WebNovels

Chapter 17 - 17. The Other Side

In the days that followed, everything felt louder.

Every touch, every glance. Like the intimacy they'd shared had magnified everything else. Mira couldn't look at Jace without feeling it—the memory of him, the warmth of him, how safe and dangerous he felt all at once.

And Jace... he was different now too. Softer, almost.

He didn't say much about what had happened between them. But he made her coffee in the morning without asking. He brushed her hair behind her ear while she read. He kissed the top of her hand like she was sacred and breakable and already his.

It terrified her.

And thrilled her.

---

"Let's get out of the city," he said one evening, leaning against the hood of her car.

She blinked. "What, now?"

"Tomorrow. Just for a day. Drive until we hit something green. You need it."

She hesitated. "We barely know each other."

"Exactly why we should."

---

The next morning, they drove north. No destination. Just winding roads, gas station snacks, and mixtapes burned onto old CDs. It felt like something out of time—before smartphones, before GPS, before everything came with filters and curated captions.

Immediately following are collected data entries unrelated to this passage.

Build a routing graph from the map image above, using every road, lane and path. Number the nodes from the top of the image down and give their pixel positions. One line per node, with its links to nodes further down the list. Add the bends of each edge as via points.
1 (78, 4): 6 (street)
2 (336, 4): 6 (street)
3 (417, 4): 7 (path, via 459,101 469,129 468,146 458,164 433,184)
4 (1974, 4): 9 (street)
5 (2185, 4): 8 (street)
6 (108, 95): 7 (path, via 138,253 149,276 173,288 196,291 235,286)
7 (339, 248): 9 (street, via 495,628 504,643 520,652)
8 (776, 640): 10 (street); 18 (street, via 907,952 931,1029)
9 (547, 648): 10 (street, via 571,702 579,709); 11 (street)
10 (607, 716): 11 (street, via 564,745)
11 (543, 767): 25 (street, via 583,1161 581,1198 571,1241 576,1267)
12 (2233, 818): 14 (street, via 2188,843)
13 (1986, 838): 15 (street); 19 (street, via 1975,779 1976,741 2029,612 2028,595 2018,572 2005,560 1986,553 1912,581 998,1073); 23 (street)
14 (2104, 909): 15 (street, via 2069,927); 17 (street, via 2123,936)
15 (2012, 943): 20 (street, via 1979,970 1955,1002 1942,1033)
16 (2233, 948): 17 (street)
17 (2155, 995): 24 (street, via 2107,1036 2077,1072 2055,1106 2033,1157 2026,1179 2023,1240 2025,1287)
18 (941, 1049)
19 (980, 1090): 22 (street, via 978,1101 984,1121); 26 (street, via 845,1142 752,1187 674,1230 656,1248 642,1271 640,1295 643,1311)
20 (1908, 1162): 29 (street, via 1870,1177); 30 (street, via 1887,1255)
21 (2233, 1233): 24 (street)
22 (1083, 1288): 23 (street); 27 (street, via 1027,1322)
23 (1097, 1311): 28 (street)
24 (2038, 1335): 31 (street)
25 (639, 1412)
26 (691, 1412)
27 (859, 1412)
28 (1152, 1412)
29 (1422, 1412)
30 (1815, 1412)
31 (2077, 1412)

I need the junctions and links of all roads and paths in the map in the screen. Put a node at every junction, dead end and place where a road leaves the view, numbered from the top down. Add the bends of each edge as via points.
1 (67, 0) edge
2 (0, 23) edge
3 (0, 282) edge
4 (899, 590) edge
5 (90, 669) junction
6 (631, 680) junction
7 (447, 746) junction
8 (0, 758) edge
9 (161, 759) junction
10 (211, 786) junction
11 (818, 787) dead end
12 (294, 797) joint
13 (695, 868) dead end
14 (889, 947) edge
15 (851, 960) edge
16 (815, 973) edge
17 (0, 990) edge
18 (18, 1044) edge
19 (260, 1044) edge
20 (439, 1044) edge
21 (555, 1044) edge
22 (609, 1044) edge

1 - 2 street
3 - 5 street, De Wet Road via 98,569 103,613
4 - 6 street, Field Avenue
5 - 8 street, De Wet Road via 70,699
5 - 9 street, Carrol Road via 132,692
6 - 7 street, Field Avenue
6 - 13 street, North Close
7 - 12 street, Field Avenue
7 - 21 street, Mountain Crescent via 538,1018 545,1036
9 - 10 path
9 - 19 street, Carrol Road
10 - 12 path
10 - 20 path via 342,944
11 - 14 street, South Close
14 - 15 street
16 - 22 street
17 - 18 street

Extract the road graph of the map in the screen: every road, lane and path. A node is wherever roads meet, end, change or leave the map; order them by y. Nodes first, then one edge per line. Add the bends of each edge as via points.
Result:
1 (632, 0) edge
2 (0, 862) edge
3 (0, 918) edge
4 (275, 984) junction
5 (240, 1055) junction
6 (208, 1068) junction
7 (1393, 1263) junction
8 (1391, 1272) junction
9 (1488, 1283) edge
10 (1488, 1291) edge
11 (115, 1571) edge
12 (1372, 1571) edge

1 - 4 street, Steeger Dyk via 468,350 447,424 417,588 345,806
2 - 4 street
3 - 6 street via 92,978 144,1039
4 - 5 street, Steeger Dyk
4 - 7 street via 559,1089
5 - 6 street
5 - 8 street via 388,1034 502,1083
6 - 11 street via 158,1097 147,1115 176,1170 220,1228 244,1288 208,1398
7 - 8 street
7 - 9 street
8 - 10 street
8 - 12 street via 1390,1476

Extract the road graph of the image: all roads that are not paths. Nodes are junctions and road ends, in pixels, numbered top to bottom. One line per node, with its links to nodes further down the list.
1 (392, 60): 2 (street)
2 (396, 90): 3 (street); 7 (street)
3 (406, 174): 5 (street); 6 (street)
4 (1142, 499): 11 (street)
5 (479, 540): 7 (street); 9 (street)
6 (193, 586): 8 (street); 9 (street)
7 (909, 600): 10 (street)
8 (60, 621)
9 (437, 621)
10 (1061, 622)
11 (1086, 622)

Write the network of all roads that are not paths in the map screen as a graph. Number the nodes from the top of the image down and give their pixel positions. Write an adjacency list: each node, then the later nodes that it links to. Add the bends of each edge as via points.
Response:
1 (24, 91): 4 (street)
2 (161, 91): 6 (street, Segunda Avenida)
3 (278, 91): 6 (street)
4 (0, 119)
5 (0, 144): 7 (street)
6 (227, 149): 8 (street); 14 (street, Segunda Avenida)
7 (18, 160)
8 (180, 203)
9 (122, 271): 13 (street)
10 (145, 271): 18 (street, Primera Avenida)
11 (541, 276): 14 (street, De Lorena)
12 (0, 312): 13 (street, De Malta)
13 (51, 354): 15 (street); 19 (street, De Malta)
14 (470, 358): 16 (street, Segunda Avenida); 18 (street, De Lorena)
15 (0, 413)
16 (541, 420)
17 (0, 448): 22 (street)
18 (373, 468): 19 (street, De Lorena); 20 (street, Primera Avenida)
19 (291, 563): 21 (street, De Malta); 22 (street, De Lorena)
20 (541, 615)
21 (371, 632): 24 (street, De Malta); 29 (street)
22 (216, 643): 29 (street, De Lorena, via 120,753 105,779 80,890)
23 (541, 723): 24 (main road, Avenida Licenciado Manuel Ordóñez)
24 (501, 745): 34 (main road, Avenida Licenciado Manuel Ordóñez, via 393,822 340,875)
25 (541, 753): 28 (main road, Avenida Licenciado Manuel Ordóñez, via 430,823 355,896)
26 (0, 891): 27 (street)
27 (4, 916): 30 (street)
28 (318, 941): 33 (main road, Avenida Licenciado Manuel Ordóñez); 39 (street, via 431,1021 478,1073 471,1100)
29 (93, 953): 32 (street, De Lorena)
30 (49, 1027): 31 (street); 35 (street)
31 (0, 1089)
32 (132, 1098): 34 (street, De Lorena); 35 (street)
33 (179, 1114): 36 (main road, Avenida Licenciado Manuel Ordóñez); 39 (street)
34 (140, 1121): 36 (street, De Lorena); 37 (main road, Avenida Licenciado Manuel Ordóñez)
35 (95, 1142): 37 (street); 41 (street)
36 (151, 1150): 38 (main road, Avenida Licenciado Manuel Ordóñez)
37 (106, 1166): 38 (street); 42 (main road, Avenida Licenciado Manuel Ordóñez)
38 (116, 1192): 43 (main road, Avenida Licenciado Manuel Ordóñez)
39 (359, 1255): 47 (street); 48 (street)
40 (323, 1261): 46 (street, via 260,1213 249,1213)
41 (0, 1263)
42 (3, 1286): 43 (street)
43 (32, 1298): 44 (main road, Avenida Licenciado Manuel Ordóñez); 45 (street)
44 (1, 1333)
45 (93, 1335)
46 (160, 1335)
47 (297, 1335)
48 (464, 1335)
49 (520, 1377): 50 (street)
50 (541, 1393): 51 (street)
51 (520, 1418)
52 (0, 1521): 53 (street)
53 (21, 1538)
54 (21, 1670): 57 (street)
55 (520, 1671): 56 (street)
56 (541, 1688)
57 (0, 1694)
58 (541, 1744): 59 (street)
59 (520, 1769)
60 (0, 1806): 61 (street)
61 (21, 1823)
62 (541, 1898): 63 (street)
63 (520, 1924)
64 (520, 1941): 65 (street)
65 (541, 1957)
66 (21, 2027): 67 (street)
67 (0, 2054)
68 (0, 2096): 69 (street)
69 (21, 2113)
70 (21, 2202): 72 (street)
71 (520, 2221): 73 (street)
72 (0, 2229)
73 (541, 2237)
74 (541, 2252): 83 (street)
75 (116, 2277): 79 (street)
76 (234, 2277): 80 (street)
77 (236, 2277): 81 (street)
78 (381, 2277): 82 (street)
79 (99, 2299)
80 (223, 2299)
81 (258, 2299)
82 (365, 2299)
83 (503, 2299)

She took her shoes off and put her feet on the dash. He rolled the windows down, wind tossing his hair. They sang badly to 2000s hits and played 20 Questions and ate chips until the bag was just salt and crumbles.

"You're not what I expected," she said at one point, watching the trees blur by.

"What did you expect?"

"Someone colder. Maybe harder."

He smirked. "Oh, I'm hard. Just selectively."

She threw a chip at him. "Seriously."

"Seriously?" he echoed. "I think I was colder. Before you."

Her throat tightened. "Don't say things like that unless you mean them."

"I wouldn't say them if I didn't."

---

They stopped at a small lake around noon, the water flat and silver under the sun. Mira walked out to the edge of the dock, shoes in hand, wind in her hair.

Jace came up behind her and slipped an arm around her waist.

"I could stay right here," he murmured into her ear.

"I'm not ready for forever," she whispered.

"I didn't say forever."

"But you thought it."

Silence.

Then he kissed the back of her neck. "Fine. Maybe I thought it."

Mira didn't answer. She couldn't.

Because part of her wanted it too—and that was the scariest thought of all.

---

That night, back at her place, she curled up beside him in bed.

And for the first time, it wasn't about passion or lust or need.

It was about comfort.

It was about choosing each other, again and again, in the quiet.